Assigned task: Omit all pictures, then print the entries exactly.

Records to process:
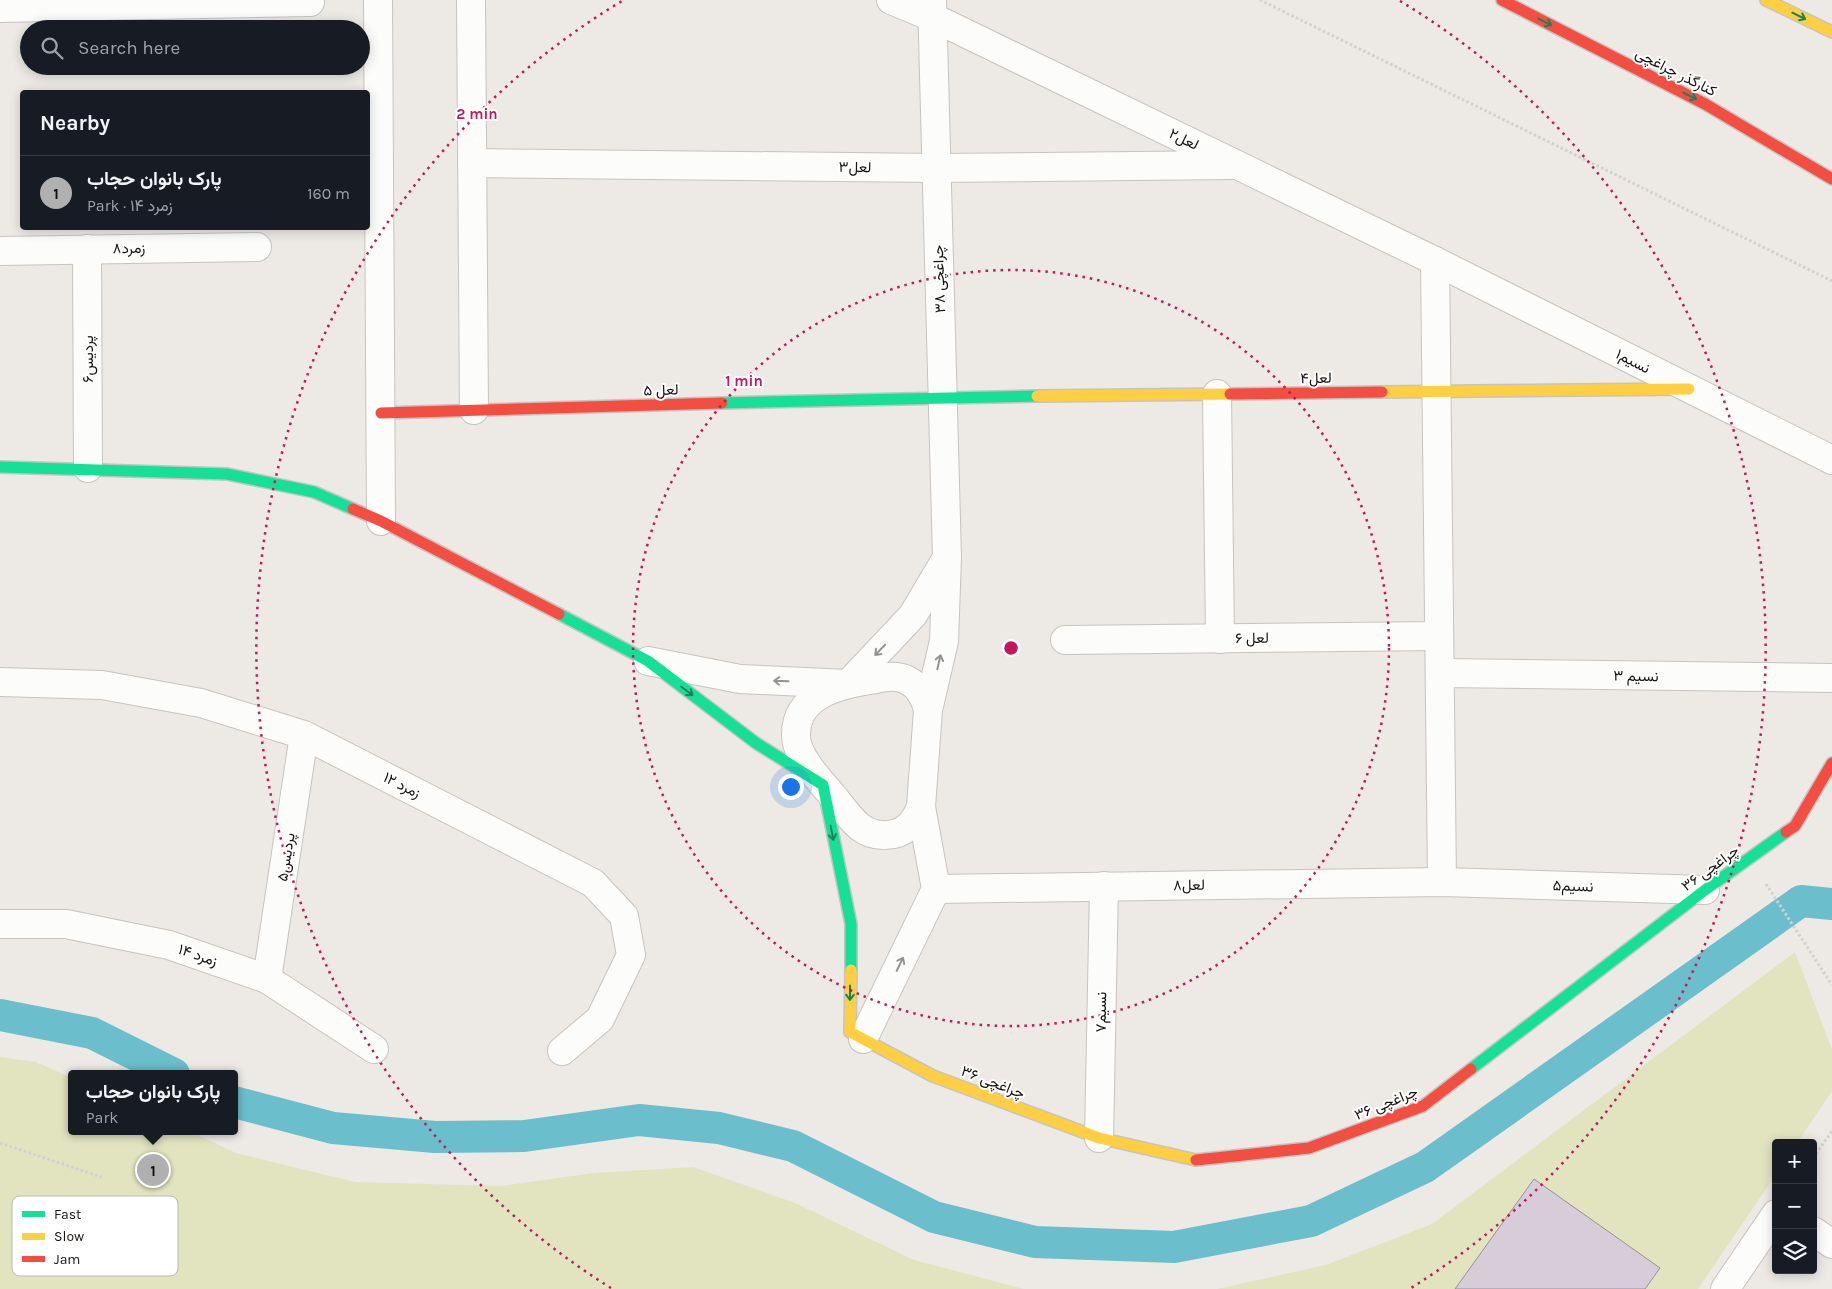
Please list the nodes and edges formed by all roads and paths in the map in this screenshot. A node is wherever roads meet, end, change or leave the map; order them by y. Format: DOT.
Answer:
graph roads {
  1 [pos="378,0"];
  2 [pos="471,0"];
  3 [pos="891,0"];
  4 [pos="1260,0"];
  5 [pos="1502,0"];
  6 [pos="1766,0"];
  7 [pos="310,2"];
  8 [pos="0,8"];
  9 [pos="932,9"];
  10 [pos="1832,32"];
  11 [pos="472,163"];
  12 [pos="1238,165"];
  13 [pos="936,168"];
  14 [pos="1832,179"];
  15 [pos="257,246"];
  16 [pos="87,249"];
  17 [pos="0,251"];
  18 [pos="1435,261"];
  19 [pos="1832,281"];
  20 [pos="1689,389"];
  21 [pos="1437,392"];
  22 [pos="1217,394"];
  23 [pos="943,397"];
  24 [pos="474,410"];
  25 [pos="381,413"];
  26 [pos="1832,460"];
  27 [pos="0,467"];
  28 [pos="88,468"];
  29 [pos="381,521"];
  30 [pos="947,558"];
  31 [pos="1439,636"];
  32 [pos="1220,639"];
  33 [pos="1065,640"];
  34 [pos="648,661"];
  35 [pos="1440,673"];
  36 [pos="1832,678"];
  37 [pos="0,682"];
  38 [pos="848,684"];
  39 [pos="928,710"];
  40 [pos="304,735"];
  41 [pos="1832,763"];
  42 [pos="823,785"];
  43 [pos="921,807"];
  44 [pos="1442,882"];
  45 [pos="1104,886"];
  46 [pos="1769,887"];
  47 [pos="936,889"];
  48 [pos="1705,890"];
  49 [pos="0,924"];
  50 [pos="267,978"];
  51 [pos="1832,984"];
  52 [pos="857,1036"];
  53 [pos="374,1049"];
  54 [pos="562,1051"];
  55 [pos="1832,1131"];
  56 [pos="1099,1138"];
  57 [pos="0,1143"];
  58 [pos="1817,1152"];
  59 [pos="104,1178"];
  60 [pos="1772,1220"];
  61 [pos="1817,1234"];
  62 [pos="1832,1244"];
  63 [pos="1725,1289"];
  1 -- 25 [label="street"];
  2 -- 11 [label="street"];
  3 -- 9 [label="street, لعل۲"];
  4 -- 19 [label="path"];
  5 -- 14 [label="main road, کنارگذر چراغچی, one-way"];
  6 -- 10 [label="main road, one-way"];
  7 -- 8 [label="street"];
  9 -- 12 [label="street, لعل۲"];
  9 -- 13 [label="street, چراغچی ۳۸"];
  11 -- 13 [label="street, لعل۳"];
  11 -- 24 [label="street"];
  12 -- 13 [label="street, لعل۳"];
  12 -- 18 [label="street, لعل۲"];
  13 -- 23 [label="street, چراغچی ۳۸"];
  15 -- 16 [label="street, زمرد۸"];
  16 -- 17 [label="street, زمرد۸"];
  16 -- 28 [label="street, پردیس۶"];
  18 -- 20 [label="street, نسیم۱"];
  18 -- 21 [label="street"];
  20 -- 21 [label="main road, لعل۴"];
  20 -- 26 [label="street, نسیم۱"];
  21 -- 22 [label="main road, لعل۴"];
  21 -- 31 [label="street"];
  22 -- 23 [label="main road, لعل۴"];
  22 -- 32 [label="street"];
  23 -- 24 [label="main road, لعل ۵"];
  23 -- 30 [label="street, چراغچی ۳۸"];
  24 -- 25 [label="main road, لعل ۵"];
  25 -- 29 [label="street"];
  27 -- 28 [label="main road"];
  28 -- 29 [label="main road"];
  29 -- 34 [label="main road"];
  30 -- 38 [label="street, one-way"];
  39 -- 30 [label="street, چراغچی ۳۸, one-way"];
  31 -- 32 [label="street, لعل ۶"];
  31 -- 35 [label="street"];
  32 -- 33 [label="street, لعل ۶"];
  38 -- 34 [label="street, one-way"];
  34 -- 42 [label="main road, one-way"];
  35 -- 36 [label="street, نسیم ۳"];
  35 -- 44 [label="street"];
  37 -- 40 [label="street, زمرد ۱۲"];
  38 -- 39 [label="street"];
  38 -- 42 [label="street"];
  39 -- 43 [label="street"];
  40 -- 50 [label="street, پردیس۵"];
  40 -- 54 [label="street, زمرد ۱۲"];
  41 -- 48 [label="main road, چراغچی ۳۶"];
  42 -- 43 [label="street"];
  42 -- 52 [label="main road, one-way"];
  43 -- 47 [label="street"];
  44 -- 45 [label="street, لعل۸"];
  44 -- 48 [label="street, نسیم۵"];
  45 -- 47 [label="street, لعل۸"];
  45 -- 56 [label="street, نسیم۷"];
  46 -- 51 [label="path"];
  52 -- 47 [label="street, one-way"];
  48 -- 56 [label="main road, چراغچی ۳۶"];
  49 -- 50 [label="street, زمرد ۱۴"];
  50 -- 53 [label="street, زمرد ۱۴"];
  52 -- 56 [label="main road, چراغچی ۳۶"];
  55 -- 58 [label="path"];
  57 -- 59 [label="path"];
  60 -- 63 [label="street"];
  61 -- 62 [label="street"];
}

Written reply:
Please list the nodes and edges formed by all roads and paths in the map in this screenshot. A node is wherever roads meet, end, change or leave the map; order them by y. Format: DOT.
Answer:
graph roads {
  1 [pos="378,0"];
  2 [pos="471,0"];
  3 [pos="891,0"];
  4 [pos="1260,0"];
  5 [pos="1502,0"];
  6 [pos="1766,0"];
  7 [pos="310,2"];
  8 [pos="0,8"];
  9 [pos="932,9"];
  10 [pos="1832,32"];
  11 [pos="472,163"];
  12 [pos="1238,165"];
  13 [pos="936,168"];
  14 [pos="1832,179"];
  15 [pos="257,246"];
  16 [pos="87,249"];
  17 [pos="0,251"];
  18 [pos="1435,261"];
  19 [pos="1832,281"];
  20 [pos="1689,389"];
  21 [pos="1437,392"];
  22 [pos="1217,394"];
  23 [pos="943,397"];
  24 [pos="474,410"];
  25 [pos="381,413"];
  26 [pos="1832,460"];
  27 [pos="0,467"];
  28 [pos="88,468"];
  29 [pos="381,521"];
  30 [pos="947,558"];
  31 [pos="1439,636"];
  32 [pos="1220,639"];
  33 [pos="1065,640"];
  34 [pos="648,661"];
  35 [pos="1440,673"];
  36 [pos="1832,678"];
  37 [pos="0,682"];
  38 [pos="848,684"];
  39 [pos="928,710"];
  40 [pos="304,735"];
  41 [pos="1832,763"];
  42 [pos="823,785"];
  43 [pos="921,807"];
  44 [pos="1442,882"];
  45 [pos="1104,886"];
  46 [pos="1769,887"];
  47 [pos="936,889"];
  48 [pos="1705,890"];
  49 [pos="0,924"];
  50 [pos="267,978"];
  51 [pos="1832,984"];
  52 [pos="857,1036"];
  53 [pos="374,1049"];
  54 [pos="562,1051"];
  55 [pos="1832,1131"];
  56 [pos="1099,1138"];
  57 [pos="0,1143"];
  58 [pos="1817,1152"];
  59 [pos="104,1178"];
  60 [pos="1772,1220"];
  61 [pos="1817,1234"];
  62 [pos="1832,1244"];
  63 [pos="1725,1289"];
  1 -- 25 [label="street"];
  2 -- 11 [label="street"];
  3 -- 9 [label="street, لعل۲"];
  4 -- 19 [label="path"];
  5 -- 14 [label="main road, کنارگذر چراغچی, one-way"];
  6 -- 10 [label="main road, one-way"];
  7 -- 8 [label="street"];
  9 -- 12 [label="street, لعل۲"];
  9 -- 13 [label="street, چراغچی ۳۸"];
  11 -- 13 [label="street, لعل۳"];
  11 -- 24 [label="street"];
  12 -- 13 [label="street, لعل۳"];
  12 -- 18 [label="street, لعل۲"];
  13 -- 23 [label="street, چراغچی ۳۸"];
  15 -- 16 [label="street, زمرد۸"];
  16 -- 17 [label="street, زمرد۸"];
  16 -- 28 [label="street, پردیس۶"];
  18 -- 20 [label="street, نسیم۱"];
  18 -- 21 [label="street"];
  20 -- 21 [label="main road, لعل۴"];
  20 -- 26 [label="street, نسیم۱"];
  21 -- 22 [label="main road, لعل۴"];
  21 -- 31 [label="street"];
  22 -- 23 [label="main road, لعل۴"];
  22 -- 32 [label="street"];
  23 -- 24 [label="main road, لعل ۵"];
  23 -- 30 [label="street, چراغچی ۳۸"];
  24 -- 25 [label="main road, لعل ۵"];
  25 -- 29 [label="street"];
  27 -- 28 [label="main road"];
  28 -- 29 [label="main road"];
  29 -- 34 [label="main road"];
  30 -- 38 [label="street, one-way"];
  39 -- 30 [label="street, چراغچی ۳۸, one-way"];
  31 -- 32 [label="street, لعل ۶"];
  31 -- 35 [label="street"];
  32 -- 33 [label="street, لعل ۶"];
  38 -- 34 [label="street, one-way"];
  34 -- 42 [label="main road, one-way"];
  35 -- 36 [label="street, نسیم ۳"];
  35 -- 44 [label="street"];
  37 -- 40 [label="street, زمرد ۱۲"];
  38 -- 39 [label="street"];
  38 -- 42 [label="street"];
  39 -- 43 [label="street"];
  40 -- 50 [label="street, پردیس۵"];
  40 -- 54 [label="street, زمرد ۱۲"];
  41 -- 48 [label="main road, چراغچی ۳۶"];
  42 -- 43 [label="street"];
  42 -- 52 [label="main road, one-way"];
  43 -- 47 [label="street"];
  44 -- 45 [label="street, لعل۸"];
  44 -- 48 [label="street, نسیم۵"];
  45 -- 47 [label="street, لعل۸"];
  45 -- 56 [label="street, نسیم۷"];
  46 -- 51 [label="path"];
  52 -- 47 [label="street, one-way"];
  48 -- 56 [label="main road, چراغچی ۳۶"];
  49 -- 50 [label="street, زمرد ۱۴"];
  50 -- 53 [label="street, زمرد ۱۴"];
  52 -- 56 [label="main road, چراغچی ۳۶"];
  55 -- 58 [label="path"];
  57 -- 59 [label="path"];
  60 -- 63 [label="street"];
  61 -- 62 [label="street"];
}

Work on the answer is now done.